(Dataset entries)
|---|
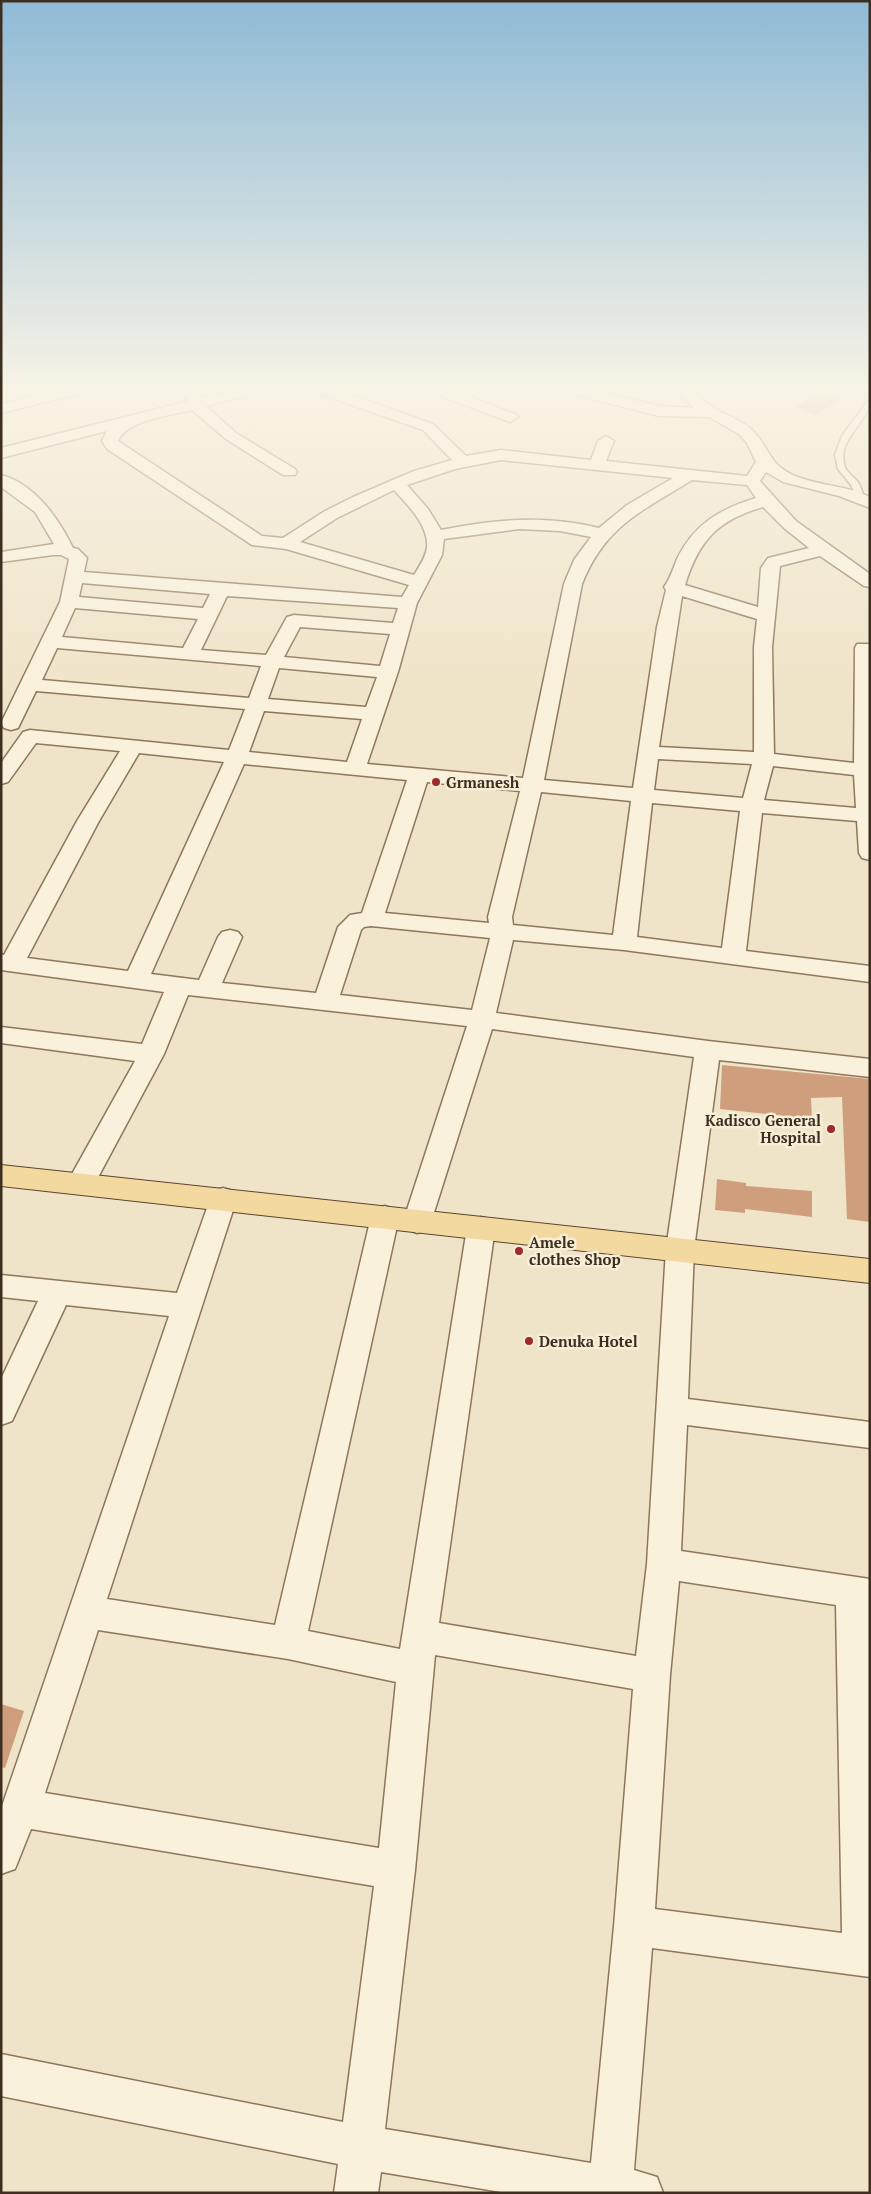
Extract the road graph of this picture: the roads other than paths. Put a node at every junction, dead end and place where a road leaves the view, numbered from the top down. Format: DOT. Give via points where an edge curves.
graph roads {
  1 [pos="17,490"];
  2 [pos="181,490"];
  3 [pos="383,490"];
  4 [pos="404,490"];
  5 [pos="664,490"];
  6 [pos="758,490"];
  7 [pos="837,490"];
  8 [pos="865,500"];
  9 [pos="764,501"];
  10 [pos="602,534"];
  11 [pos="435,536"];
  12 [pos="287,544"];
  13 [pos="65,550"];
  14 [pos="823,550"];
  15 [pos="1,557"];
  16 [pos="75,578"];
  17 [pos="419,582"];
  18 [pos="870,582"];
  19 [pos="673,587"];
  20 [pos="221,590"];
  21 [pos="303,596"];
  22 [pos="69,602"];
  23 [pos="408,603"];
  24 [pos="209,614"];
  25 [pos="767,616"];
  26 [pos="294,621"];
  27 [pos="400,630"];
  28 [pos="52,642"];
  29 [pos="864,648"];
  30 [pos="189,654"];
  31 [pos="272,662"];
  32 [pos="388,672"];
  33 [pos="31,685"];
  34 [pos="256,706"];
  35 [pos="372,714"];
  36 [pos="6,723"];
  37 [pos="30,736"];
  38 [pos="134,745"];
  39 [pos="647,752"];
  40 [pos="238,756"];
  41 [pos="764,759"];
  42 [pos="355,768"];
  43 [pos="864,770"];
  44 [pos="419,775"];
  45 [pos="1,778"];
  46 [pos="532,785"];
  47 [pos="643,795"];
  48 [pos="752,804"];
  49 [pos="869,816"];
  50 [pos="870,853"];
  51 [pos="371,919"];
  52 [pos="503,932"];
  53 [pos="230,936"];
  54 [pos="624,943"];
  55 [pos="733,957"];
  56 [pos="7,962"];
  57 [pos="870,974"];
  58 [pos="136,980"];
  59 [pos="179,986"];
  60 [pos="208,988"];
  61 [pos="325,1003"];
  62 [pos="482,1019"];
  63 [pos="1,1035"];
  64 [pos="708,1050"];
  65 [pos="151,1054"];
  66 [pos="870,1068"];
  67 [pos="1,1175"];
  68 [pos="81,1183"];
  69 [pos="223,1198"];
  70 [pos="385,1217"];
  71 [pos="417,1222"];
  72 [pos="481,1228"];
  73 [pos="680,1249"];
  74 [pos="870,1271"];
  75 [pos="1,1286"];
  76 [pos="57,1293"];
  77 [pos="187,1306"];
  78 [pos="2,1410"];
  79 [pos="672,1410"];
  80 [pos="870,1435"];
  81 [pos="664,1564"];
  82 [pos="861,1593"];
  83 [pos="86,1612"];
  84 [pos="288,1642"];
  85 [pos="418,1653"];
  86 [pos="652,1675"];
  87 [pos="8,1835"];
  88 [pos="396,1870"];
  89 [pos="634,1926"];
  90 [pos="866,1956"];
  91 [pos="1,2075"];
  92 [pos="362,2147"];
  93 [pos="626,2190"];
  94 [pos="356,2193"];
  1 -- 13 [label="street" via="40,505 53,522"];
  2 -- 12 [label="street" via="258,541"];
  3 -- 12 [label="street" via="317,521"];
  4 -- 11 [label="street"];
  5 -- 10 [label="street"];
  6 -- 9 [label="street"];
  7 -- 8 [label="street"];
  9 -- 14 [label="street"];
  9 -- 19 [label="street" via="720,517 707,528 695,542"];
  10 -- 11 [label="street" via="573,526 538,523 510,524"];
  10 -- 46 [label="street" via="583,560 573,584"];
  11 -- 17 [label="street" via="436,547"];
  12 -- 17 [label="street"];
  13 -- 15 [label="street" via="38,550"];
  13 -- 16 [label="street" via="74,552 78,558"];
  14 -- 18 [label="street"];
  14 -- 25 [label="street" via="774,562 770,568"];
  16 -- 20 [label="street"];
  16 -- 22 [label="street"];
  17 -- 23 [label="street"];
  19 -- 25 [label="street"];
  19 -- 39 [label="street"];
  20 -- 21 [label="street"];
  20 -- 24 [label="street"];
  21 -- 23 [label="street"];
  21 -- 26 [label="street"];
  22 -- 24 [label="street"];
  22 -- 28 [label="street"];
  23 -- 27 [label="street"];
  24 -- 30 [label="street"];
  25 -- 41 [label="street" via="763,648"];
  26 -- 27 [label="street"];
  26 -- 31 [label="street"];
  27 -- 32 [label="street"];
  28 -- 30 [label="street"];
  28 -- 33 [label="street"];
  29 -- 43 [label="street"];
  30 -- 31 [label="street"];
  31 -- 32 [label="street"];
  31 -- 34 [label="street"];
  32 -- 35 [label="street"];
  33 -- 34 [label="street"];
  33 -- 36 [label="street"];
  34 -- 35 [label="street"];
  34 -- 40 [label="street"];
  35 -- 42 [label="street"];
  36 -- 37 [label="street" via="26,729"];
  37 -- 38 [label="street"];
  37 -- 45 [label="street"];
  38 -- 40 [label="street"];
  38 -- 56 [label="street"];
  39 -- 41 [label="street"];
  39 -- 47 [label="street"];
  40 -- 42 [label="street"];
  40 -- 58 [label="street"];
  41 -- 43 [label="street"];
  41 -- 48 [label="street"];
  42 -- 44 [label="street"];
  43 -- 49 [label="street"];
  44 -- 46 [label="street"];
  44 -- 51 [label="street"];
  46 -- 47 [label="street"];
  46 -- 52 [label="street" via="500,917"];
  47 -- 48 [label="street"];
  47 -- 54 [label="street"];
  48 -- 49 [label="street"];
  48 -- 55 [label="street"];
  49 -- 50 [label="street"];
  51 -- 52 [label="street"];
  51 -- 61 [label="street" via="358,920 350,927"];
  52 -- 54 [label="street"];
  52 -- 62 [label="street"];
  53 -- 60 [label="street"];
  54 -- 55 [label="street"];
  55 -- 57 [label="street"];
  56 -- 58 [label="street"];
  58 -- 59 [label="street"];
  59 -- 60 [label="street"];
  59 -- 65 [label="street"];
  60 -- 61 [label="street"];
  61 -- 62 [label="street"];
  62 -- 64 [label="street"];
  62 -- 71 [label="street"];
  63 -- 65 [label="street"];
  64 -- 66 [label="street"];
  64 -- 73 [label="street"];
  65 -- 68 [label="street"];
  67 -- 68 [label="main road"];
  68 -- 69 [label="main road"];
  69 -- 70 [label="main road"];
  69 -- 77 [label="street"];
  70 -- 71 [label="main road"];
  70 -- 84 [label="street"];
  71 -- 72 [label="main road"];
  72 -- 73 [label="main road"];
  72 -- 85 [label="street"];
  73 -- 74 [label="main road"];
  73 -- 79 [label="street"];
  75 -- 76 [label="street"];
  76 -- 77 [label="street"];
  76 -- 78 [label="street"];
  77 -- 83 [label="street"];
  79 -- 80 [label="street"];
  79 -- 81 [label="street"];
  81 -- 82 [label="street"];
  81 -- 86 [label="street"];
  82 -- 90 [label="street"];
  83 -- 84 [label="street"];
  83 -- 87 [label="street"];
  84 -- 85 [label="street"];
  85 -- 86 [label="street"];
  85 -- 88 [label="street"];
  86 -- 89 [label="street"];
  87 -- 88 [label="street"];
  88 -- 92 [label="street"];
  89 -- 90 [label="street"];
  89 -- 93 [label="street"];
  91 -- 92 [label="street"];
  92 -- 93 [label="street"];
  92 -- 94 [label="street"];
}
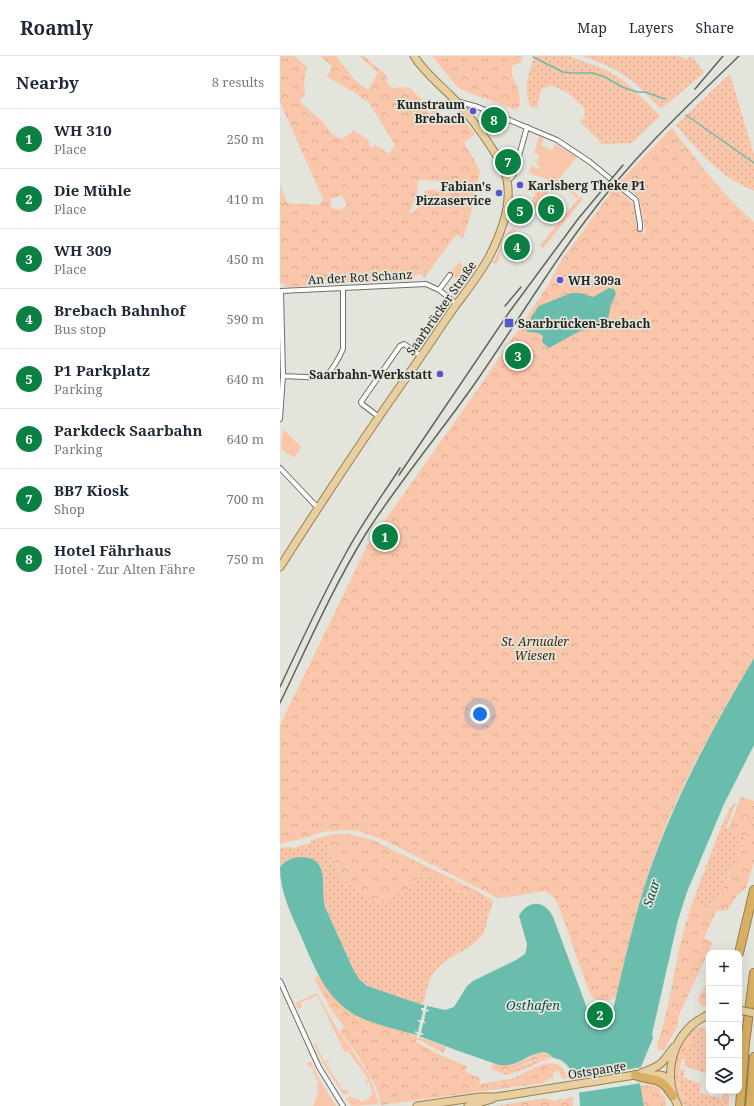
|---|
■ WHAT TO PRODUCE
Your task is to copy each line of the entries that includes the word "roads".

■ SOLUTION FOR THIS EXERCISE
Extract the road graph of this picture: the roads other than paths. Put a node at every junction, dead end and place where a road leaves the view, numbered from the top down. Format: DOT. Give via points where an edge curves.
graph roads {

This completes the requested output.